# Supplied entries
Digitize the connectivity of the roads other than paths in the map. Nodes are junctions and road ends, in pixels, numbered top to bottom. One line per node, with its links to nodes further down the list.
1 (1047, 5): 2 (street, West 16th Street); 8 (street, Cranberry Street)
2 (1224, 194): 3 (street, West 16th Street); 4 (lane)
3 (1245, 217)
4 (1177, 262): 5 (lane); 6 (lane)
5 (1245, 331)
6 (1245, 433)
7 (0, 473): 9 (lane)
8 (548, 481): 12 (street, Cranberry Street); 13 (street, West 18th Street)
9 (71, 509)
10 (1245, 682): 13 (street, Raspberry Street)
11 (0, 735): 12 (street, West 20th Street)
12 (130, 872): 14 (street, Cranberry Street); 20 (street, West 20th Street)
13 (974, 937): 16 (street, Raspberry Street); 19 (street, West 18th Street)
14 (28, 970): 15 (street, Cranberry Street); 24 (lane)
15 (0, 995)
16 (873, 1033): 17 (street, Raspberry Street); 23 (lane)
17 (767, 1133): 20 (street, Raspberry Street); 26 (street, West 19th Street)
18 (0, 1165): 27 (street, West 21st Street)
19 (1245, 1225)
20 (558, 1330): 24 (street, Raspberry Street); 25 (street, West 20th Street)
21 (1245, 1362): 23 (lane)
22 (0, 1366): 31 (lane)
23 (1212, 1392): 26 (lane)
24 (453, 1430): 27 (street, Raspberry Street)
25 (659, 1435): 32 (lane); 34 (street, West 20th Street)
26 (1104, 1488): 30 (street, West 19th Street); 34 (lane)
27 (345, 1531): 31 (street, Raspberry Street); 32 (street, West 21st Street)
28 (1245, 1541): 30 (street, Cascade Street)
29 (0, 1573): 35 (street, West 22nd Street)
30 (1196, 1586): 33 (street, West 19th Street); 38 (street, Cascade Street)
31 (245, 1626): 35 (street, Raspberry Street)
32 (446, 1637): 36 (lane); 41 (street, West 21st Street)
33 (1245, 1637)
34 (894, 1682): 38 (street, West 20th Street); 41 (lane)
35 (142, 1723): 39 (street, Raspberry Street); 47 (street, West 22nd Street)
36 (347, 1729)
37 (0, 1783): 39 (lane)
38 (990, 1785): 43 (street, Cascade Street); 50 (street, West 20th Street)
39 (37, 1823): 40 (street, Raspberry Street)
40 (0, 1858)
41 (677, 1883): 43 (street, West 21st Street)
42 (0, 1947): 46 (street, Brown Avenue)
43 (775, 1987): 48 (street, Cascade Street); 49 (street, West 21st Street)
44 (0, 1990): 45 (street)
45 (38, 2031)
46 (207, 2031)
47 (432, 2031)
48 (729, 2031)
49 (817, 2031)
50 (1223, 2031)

# Task item
From the records above, count the lines that contain "Cascade". Only the number should be written.

# Exercise output
4